Statenvertaling

Markus 14:28-43 Statenvertaling (SV1750)

28. Maar nadat Ik zal opgestaan zijn, zal Ik u voorgaan naar Galilea.

29. En Petrus zeide tot Hem: Of zij ook allen geergerd wierden, zo zal ik toch niet geergerd worden.

30. En Jezus zeide tot hem: Voorwaar, Ik zeg u, dat heden in dezen nacht, eer de haan tweemaal gekraaid zal hebben, gij Mij driemaal zult verloochenen.

31. Maar hij zeide nog des te meer: Al moest ik met U sterven, zo zal ik U geenszins verloochenen! En insgelijks zeiden zij ook allen.

32. En zij kwamen in een plaats, welker naam was Gethsemane, en Hij zeide tot Zijn discipelen: Zit hier neder, totdat Ik gebeden zal hebben.

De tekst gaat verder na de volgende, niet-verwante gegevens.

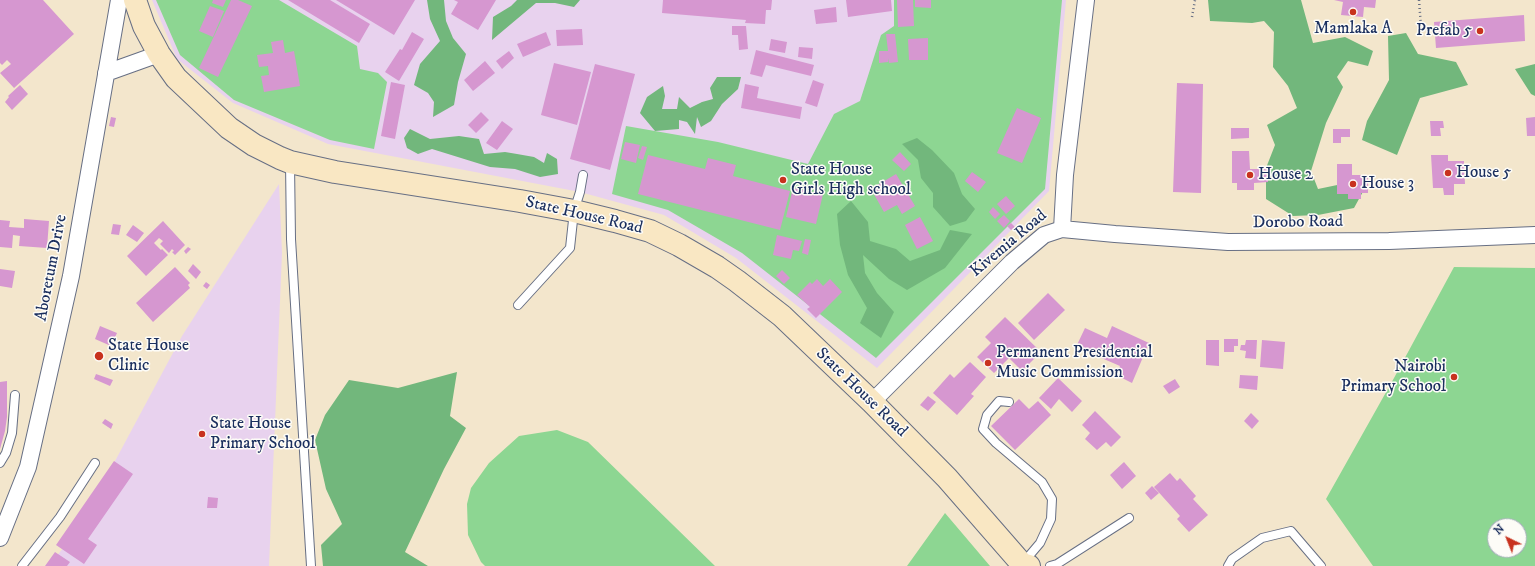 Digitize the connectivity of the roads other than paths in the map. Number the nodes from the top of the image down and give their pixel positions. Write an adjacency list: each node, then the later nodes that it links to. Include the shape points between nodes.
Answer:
1 (119, 0): 5 (street, Aboretum Drive)
2 (135, 0): 4 (street, State House Road)
3 (1086, 0): 9 (street, Kivemia Road, via 1065,175)
4 (158, 54): 5 (street); 6 (street, State House Road, via 176,78 229,128 254,145)
5 (106, 74): 18 (street, Aboretum Drive, via 71,276 28,466)
6 (290, 162): 8 (street, State House Road, via 335,172); 21 (lane, via 291,239)
7 (583, 174): 8 (lane)
8 (574, 211): 11 (lane, via 570,248); 13 (street, State House Road, via 650,231 717,267 782,316)
9 (1062, 228): 10 (street, Dorobo Road, via 1228,242 1389,241); 13 (street, Kivemia Road, via 1044,235 1012,262)
10 (1535, 235)
11 (518, 305)
12 (15, 395): 15 (lane, via 11,438)
13 (872, 402): 19 (street, State House Road, via 947,478)
14 (1009, 402): 19 (lane, via 999,401 987,415 983,429 1042,482 1052,499 1051,519)
15 (0, 463)
16 (95, 463): 20 (lane, via 60,517)
17 (1129, 518): 22 (lane)
18 (0, 538)
19 (1026, 565)
20 (22, 566)
21 (310, 566)
22 (1050, 566)
23 (1228, 566): 24 (lane, via 1232,559 1262,538 1291,531)
24 (1320, 566) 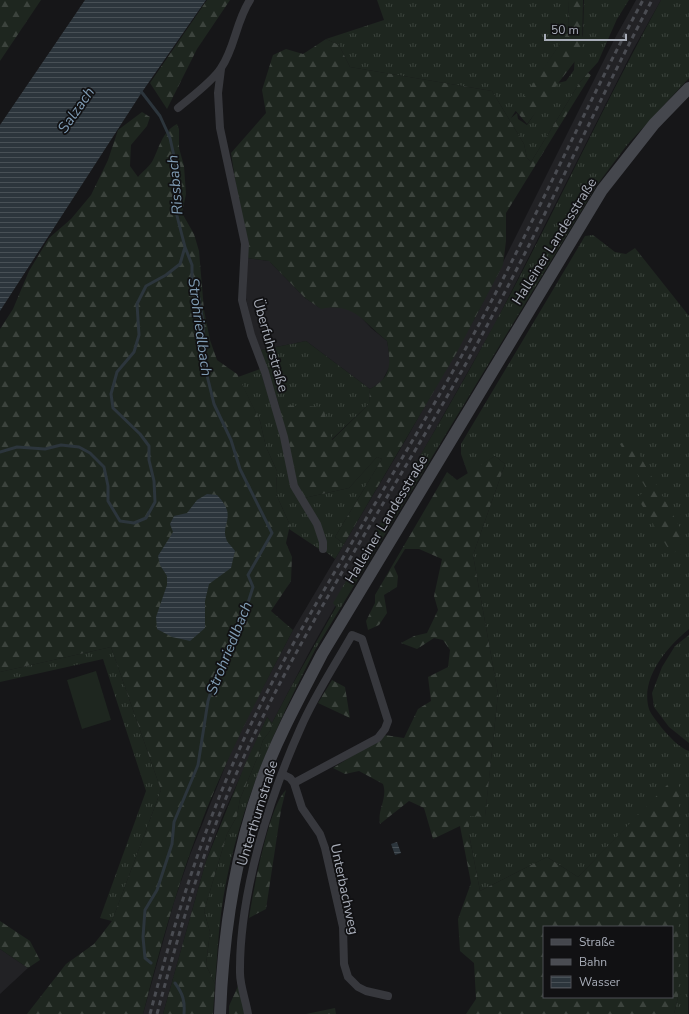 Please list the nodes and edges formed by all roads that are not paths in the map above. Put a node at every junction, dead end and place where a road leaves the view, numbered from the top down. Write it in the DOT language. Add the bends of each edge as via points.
graph roads {
  1 [pos="250,0"];
  2 [pos="221,69"];
  3 [pos="689,88"];
  4 [pos="178,108"];
  5 [pos="324,549"];
  6 [pos="282,774"];
  7 [pos="294,783"];
  8 [pos="388,996"];
  9 [pos="220,1014"];
  10 [pos="248,1014"];
  1 -- 2 [label="street, Überfuhrstraße"];
  2 -- 4 [label="street, Überfuhrstraße"];
  2 -- 5 [label="street, Überfuhrstraße" via="218,93 220,128 244,244 242,300 284,437 294,486 316,524"];
  3 -- 9 [label="main road, Halleiner Landesstraße" via="654,124 602,190 322,654 293,711 263,777 238,861 227,924"];
  6 -- 7 [label="street"];
  6 -- 7 [label="street, Unterthurnstraße" via="301,726 352,635 362,639 388,721 385,729 378,738"];
  6 -- 10 [label="street, Unterthurnstraße" via="253,865 246,899 240,974"];
  7 -- 8 [label="street, Unterbachweg" via="302,808 320,834 325,848 343,927 344,964 348,977 366,991"];
}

33. En Hij nam met Zich Petrus, en Jakobus, en Johannes, en begon verbaasd en zeer beangst te worden;

34. En zeide tot hen: Mijn ziel is geheel bedroefd tot den dood toe; blijft hier, en waakt.

35. En een weinig voortgegaan zijnde, viel Hij op de aarde, en bad, zo het mogelijk ware, dat die ure van Hem voorbijginge.

36. En Hij zeide: Abba, Vader! alle dingen zijn U mogelijk; neem dezen drinkbeker van Mij weg, doch niet wat Ik wil, maar wat Gij wilt.

37. En Hij kwam, en vond hen slapende, en zeide tot Petrus: Simon! slaapt gij? Kunt gij niet een uur waken?

38. Waakt en bidt, opdat gij niet in verzoeking komt; de geest is wel gewillig, maar het vlees is zwak.

39. En wederom heengegaan zijnde, bad Hij, sprekende dezelfde woorden.

40. En wedergekeerd zijnde, vond Hij hen wederom slapende, want hun ogen waren bezwaard; en zij wisten niet, wat zij Hem antwoorden zouden.

41. En Hij kwam ten derden male, en zeide tot hen: Slaapt nu voort, en rust; het is genoeg, de ure is gekomen; ziet, de Zoon des mensen wordt overgeleverd in de handen der zondaren.

42. Staat op, laat ons gaan; ziet, die Mij verraadt, is nabij.

43. En terstond, als Hij nog sprak, kwam Judas aan, die een was van de twaalven, en met hem een grote schare, met zwaarden en stokken, gezonden van de overpriesters, en de Schriftgeleerden, en de ouderlingen.